[TASK BRIEF] Print the lines below exactly, beginning with the one that contains "Which roads connect" and stopping after the last line.

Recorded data

□ □ □ □

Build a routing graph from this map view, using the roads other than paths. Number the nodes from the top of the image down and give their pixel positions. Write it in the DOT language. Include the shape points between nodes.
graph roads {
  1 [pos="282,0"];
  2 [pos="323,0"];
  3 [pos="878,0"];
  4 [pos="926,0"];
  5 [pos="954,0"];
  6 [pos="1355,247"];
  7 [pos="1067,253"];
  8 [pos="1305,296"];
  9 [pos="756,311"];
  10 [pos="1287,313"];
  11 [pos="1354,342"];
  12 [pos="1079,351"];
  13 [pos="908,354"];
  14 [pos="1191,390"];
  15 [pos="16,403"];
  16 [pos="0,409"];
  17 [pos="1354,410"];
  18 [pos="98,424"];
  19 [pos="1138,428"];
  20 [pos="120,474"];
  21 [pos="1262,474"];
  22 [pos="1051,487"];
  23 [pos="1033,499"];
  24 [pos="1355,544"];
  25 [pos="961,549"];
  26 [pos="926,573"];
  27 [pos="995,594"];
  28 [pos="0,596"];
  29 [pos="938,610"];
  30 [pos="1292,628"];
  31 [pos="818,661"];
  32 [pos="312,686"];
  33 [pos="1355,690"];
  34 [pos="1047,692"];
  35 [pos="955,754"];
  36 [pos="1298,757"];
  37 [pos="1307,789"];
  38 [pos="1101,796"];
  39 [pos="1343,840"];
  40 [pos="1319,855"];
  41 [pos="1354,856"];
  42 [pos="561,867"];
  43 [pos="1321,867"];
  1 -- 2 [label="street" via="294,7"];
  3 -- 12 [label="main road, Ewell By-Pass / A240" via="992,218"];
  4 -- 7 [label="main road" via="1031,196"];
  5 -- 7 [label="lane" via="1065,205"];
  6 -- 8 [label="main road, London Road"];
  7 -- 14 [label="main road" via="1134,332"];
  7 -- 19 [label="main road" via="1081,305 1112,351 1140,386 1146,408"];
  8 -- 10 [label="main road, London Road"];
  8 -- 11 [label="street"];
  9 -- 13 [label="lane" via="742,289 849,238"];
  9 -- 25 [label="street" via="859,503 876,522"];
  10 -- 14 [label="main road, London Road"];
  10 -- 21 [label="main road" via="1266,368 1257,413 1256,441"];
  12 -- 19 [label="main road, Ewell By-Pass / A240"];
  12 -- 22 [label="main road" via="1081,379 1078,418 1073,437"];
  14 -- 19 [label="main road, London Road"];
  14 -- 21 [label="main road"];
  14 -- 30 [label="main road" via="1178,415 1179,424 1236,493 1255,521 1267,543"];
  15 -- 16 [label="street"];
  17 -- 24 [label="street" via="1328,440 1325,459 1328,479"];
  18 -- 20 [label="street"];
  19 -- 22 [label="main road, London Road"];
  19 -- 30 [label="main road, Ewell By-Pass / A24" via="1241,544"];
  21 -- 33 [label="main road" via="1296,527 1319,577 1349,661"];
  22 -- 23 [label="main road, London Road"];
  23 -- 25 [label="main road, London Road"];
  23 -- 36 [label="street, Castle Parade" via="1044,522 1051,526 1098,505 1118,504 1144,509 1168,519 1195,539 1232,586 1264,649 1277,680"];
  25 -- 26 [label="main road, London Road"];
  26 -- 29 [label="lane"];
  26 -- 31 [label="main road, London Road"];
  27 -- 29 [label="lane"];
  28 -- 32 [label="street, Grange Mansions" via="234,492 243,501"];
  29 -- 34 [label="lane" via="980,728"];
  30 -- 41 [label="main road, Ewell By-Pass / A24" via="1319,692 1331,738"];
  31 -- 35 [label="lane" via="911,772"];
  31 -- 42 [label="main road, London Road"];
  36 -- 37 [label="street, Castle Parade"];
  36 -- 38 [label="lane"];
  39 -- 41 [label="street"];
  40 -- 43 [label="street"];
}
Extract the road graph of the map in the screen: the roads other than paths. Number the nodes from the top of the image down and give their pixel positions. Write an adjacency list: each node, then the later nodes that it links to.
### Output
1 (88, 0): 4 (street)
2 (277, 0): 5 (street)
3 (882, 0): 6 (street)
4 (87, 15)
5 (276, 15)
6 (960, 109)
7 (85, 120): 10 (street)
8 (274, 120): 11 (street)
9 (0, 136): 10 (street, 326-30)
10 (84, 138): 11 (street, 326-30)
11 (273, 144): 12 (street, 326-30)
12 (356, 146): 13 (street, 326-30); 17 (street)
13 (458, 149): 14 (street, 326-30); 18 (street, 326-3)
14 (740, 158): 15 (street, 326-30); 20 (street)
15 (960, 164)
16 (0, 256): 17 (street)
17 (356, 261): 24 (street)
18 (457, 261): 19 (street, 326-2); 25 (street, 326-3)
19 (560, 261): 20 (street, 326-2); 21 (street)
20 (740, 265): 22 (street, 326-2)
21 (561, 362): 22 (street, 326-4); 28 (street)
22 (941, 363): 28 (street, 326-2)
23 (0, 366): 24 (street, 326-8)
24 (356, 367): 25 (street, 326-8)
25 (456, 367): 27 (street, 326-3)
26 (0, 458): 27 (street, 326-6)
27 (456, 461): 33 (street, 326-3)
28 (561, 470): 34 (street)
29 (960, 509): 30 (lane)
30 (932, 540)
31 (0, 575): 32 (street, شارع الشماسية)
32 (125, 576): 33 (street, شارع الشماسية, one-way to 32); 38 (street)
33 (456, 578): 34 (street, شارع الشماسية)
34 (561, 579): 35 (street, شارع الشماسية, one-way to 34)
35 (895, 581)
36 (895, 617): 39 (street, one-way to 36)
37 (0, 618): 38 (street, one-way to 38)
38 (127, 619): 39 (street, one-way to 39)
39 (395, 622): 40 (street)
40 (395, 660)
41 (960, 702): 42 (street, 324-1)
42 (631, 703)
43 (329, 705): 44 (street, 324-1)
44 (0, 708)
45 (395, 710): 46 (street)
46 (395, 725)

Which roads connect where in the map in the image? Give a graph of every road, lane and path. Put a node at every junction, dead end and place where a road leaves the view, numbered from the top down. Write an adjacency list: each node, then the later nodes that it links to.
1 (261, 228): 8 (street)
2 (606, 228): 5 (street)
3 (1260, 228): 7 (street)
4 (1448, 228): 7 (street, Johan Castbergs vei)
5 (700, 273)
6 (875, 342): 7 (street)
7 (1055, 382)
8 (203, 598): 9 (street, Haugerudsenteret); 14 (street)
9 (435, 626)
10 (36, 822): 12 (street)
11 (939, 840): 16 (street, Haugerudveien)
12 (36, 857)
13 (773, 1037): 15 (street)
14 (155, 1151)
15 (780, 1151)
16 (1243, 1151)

□ □ □ □

[EXPECTED OUTPUT]
Which roads connect where in the map in the image? Give a graph of every road, lane and path. Put a node at every junction, dead end and place where a road leaves the view, numbered from the top down. Write an adjacency list: each node, then the later nodes that it links to.
1 (261, 228): 8 (street)
2 (606, 228): 5 (street)
3 (1260, 228): 7 (street)
4 (1448, 228): 7 (street, Johan Castbergs vei)
5 (700, 273)
6 (875, 342): 7 (street)
7 (1055, 382)
8 (203, 598): 9 (street, Haugerudsenteret); 14 (street)
9 (435, 626)
10 (36, 822): 12 (street)
11 (939, 840): 16 (street, Haugerudveien)
12 (36, 857)
13 (773, 1037): 15 (street)
14 (155, 1151)
15 (780, 1151)
16 (1243, 1151)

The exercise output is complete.